### [DESCRIPTION OF THE TASK]
All lines from the one with "Build a routing graph from this" onward, through the last line of the records below, are to be retyped word for word.

(Stored data)

»»

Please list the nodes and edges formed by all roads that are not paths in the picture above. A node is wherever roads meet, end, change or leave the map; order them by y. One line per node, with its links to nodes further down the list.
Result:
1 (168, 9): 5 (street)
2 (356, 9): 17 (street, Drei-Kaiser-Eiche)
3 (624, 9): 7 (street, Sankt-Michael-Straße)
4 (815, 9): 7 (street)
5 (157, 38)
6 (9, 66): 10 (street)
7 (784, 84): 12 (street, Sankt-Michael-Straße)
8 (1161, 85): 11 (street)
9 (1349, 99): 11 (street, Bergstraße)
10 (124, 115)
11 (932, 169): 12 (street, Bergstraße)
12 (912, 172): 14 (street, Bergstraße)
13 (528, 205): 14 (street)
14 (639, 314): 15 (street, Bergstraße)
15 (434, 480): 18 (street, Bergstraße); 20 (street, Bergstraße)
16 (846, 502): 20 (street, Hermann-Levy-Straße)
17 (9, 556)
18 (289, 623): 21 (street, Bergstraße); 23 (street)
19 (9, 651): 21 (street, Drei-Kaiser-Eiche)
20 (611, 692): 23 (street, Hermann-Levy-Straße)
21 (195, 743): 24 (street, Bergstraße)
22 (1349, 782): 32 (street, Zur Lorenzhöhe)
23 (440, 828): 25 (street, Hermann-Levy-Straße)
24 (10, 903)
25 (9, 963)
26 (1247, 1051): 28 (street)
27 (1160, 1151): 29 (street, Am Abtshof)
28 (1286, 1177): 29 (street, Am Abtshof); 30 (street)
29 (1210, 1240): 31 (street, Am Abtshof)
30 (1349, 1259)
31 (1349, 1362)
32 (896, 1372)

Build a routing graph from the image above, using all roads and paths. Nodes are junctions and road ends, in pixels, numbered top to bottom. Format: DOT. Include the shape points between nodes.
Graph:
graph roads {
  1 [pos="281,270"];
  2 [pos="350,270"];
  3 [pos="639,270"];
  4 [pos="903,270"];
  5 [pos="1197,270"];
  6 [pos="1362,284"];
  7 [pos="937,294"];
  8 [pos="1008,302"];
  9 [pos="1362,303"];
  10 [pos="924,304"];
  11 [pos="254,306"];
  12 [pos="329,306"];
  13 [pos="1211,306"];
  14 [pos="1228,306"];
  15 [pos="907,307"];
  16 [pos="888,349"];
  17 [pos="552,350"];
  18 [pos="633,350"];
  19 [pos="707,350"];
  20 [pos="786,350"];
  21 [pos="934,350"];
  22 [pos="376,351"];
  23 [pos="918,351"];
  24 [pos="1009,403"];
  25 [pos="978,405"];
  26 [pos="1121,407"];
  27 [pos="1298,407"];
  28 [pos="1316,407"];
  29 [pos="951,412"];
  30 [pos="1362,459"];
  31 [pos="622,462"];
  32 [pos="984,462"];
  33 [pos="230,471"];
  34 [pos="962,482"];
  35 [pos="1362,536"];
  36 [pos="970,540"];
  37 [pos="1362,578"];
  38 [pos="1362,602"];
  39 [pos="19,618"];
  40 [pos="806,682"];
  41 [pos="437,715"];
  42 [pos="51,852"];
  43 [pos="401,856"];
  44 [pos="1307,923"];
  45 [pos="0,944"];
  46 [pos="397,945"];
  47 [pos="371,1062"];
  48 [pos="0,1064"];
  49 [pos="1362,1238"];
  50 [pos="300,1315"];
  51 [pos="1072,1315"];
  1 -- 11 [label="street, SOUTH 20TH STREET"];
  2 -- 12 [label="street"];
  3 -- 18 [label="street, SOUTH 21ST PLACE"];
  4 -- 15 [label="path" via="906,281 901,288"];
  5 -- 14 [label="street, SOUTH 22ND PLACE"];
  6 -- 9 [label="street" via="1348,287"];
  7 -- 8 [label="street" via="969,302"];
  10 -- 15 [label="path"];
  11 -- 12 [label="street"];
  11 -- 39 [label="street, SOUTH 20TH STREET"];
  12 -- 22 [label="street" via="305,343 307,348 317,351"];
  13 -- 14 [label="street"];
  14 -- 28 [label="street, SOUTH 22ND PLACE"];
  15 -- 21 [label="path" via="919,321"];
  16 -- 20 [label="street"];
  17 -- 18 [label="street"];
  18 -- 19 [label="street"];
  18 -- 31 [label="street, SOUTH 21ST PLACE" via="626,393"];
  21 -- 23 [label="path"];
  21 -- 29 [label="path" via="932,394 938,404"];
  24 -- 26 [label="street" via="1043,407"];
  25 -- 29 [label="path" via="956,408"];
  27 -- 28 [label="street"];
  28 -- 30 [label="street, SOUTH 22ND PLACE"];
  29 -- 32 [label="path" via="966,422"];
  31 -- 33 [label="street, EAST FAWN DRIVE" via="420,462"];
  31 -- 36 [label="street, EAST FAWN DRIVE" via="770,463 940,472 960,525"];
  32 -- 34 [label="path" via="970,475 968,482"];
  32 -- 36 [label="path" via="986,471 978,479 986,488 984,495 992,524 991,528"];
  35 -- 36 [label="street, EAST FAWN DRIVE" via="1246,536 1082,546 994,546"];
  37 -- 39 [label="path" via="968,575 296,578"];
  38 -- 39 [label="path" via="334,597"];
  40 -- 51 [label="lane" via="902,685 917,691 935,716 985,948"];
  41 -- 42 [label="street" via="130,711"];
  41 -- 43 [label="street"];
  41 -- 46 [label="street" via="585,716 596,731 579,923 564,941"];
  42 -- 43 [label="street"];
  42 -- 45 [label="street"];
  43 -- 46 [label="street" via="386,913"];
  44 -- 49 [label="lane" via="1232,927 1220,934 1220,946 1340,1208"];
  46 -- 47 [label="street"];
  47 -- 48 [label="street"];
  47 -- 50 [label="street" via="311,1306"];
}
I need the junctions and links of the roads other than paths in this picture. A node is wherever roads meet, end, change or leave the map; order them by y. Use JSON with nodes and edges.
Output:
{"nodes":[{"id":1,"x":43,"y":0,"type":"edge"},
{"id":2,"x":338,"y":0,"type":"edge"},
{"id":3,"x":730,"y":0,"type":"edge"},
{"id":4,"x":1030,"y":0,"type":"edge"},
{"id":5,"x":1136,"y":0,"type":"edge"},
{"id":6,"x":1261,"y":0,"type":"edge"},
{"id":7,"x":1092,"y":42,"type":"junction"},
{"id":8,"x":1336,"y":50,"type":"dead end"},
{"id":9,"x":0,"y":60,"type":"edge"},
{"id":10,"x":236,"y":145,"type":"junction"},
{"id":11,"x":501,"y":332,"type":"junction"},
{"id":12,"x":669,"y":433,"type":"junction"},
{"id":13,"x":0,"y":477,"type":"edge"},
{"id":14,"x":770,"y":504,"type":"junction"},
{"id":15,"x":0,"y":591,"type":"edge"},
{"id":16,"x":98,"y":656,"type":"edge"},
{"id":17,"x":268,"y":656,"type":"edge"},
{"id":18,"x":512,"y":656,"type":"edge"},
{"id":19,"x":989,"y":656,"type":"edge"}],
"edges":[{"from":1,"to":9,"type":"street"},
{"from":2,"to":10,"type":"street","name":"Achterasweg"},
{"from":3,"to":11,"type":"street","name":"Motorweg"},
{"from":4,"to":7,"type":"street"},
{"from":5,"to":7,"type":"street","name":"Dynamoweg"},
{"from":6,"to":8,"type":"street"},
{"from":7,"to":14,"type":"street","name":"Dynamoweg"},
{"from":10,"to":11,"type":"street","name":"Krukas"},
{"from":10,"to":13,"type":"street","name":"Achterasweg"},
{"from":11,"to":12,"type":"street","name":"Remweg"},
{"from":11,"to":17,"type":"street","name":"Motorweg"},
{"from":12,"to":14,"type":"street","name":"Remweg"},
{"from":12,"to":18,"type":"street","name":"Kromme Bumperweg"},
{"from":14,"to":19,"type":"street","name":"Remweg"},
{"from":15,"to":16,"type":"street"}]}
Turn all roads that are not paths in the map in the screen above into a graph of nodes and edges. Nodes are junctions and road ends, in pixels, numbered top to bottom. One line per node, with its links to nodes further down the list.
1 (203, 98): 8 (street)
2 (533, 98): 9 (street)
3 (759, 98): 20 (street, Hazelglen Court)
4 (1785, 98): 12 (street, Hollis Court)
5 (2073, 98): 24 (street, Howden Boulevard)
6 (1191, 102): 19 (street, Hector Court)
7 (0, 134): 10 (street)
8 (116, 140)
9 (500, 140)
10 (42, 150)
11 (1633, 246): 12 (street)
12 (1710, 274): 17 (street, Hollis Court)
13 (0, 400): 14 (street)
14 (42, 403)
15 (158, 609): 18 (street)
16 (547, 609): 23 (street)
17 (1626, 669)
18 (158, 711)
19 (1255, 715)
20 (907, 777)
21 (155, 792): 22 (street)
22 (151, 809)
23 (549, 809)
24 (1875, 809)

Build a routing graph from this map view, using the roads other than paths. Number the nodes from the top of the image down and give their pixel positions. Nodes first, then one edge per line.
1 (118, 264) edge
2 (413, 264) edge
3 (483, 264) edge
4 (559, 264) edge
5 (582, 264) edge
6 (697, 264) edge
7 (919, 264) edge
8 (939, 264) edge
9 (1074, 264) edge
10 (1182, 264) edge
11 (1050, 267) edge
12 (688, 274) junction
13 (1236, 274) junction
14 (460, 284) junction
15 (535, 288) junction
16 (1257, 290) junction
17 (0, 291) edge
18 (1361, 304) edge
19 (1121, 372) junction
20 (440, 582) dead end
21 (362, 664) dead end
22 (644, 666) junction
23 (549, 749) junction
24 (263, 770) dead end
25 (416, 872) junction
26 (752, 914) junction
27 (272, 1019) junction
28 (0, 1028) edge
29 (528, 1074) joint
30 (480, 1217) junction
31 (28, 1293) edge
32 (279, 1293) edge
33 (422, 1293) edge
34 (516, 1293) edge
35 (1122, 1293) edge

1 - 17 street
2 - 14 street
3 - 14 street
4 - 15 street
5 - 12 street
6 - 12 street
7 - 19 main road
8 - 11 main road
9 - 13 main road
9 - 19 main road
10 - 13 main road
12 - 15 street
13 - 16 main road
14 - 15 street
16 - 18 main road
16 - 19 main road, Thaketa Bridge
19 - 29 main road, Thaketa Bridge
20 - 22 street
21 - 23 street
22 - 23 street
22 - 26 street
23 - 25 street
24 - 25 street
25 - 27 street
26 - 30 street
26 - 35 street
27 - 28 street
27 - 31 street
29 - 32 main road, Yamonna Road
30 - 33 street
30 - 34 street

««

### [SOLUTION TO THE PROBLEM]
Build a routing graph from this map view, using the roads other than paths. Number the nodes from the top of the image down and give their pixel positions. Nodes first, then one edge per line.
1 (118, 264) edge
2 (413, 264) edge
3 (483, 264) edge
4 (559, 264) edge
5 (582, 264) edge
6 (697, 264) edge
7 (919, 264) edge
8 (939, 264) edge
9 (1074, 264) edge
10 (1182, 264) edge
11 (1050, 267) edge
12 (688, 274) junction
13 (1236, 274) junction
14 (460, 284) junction
15 (535, 288) junction
16 (1257, 290) junction
17 (0, 291) edge
18 (1361, 304) edge
19 (1121, 372) junction
20 (440, 582) dead end
21 (362, 664) dead end
22 (644, 666) junction
23 (549, 749) junction
24 (263, 770) dead end
25 (416, 872) junction
26 (752, 914) junction
27 (272, 1019) junction
28 (0, 1028) edge
29 (528, 1074) joint
30 (480, 1217) junction
31 (28, 1293) edge
32 (279, 1293) edge
33 (422, 1293) edge
34 (516, 1293) edge
35 (1122, 1293) edge

1 - 17 street
2 - 14 street
3 - 14 street
4 - 15 street
5 - 12 street
6 - 12 street
7 - 19 main road
8 - 11 main road
9 - 13 main road
9 - 19 main road
10 - 13 main road
12 - 15 street
13 - 16 main road
14 - 15 street
16 - 18 main road
16 - 19 main road, Thaketa Bridge
19 - 29 main road, Thaketa Bridge
20 - 22 street
21 - 23 street
22 - 23 street
22 - 26 street
23 - 25 street
24 - 25 street
25 - 27 street
26 - 30 street
26 - 35 street
27 - 28 street
27 - 31 street
29 - 32 main road, Yamonna Road
30 - 33 street
30 - 34 street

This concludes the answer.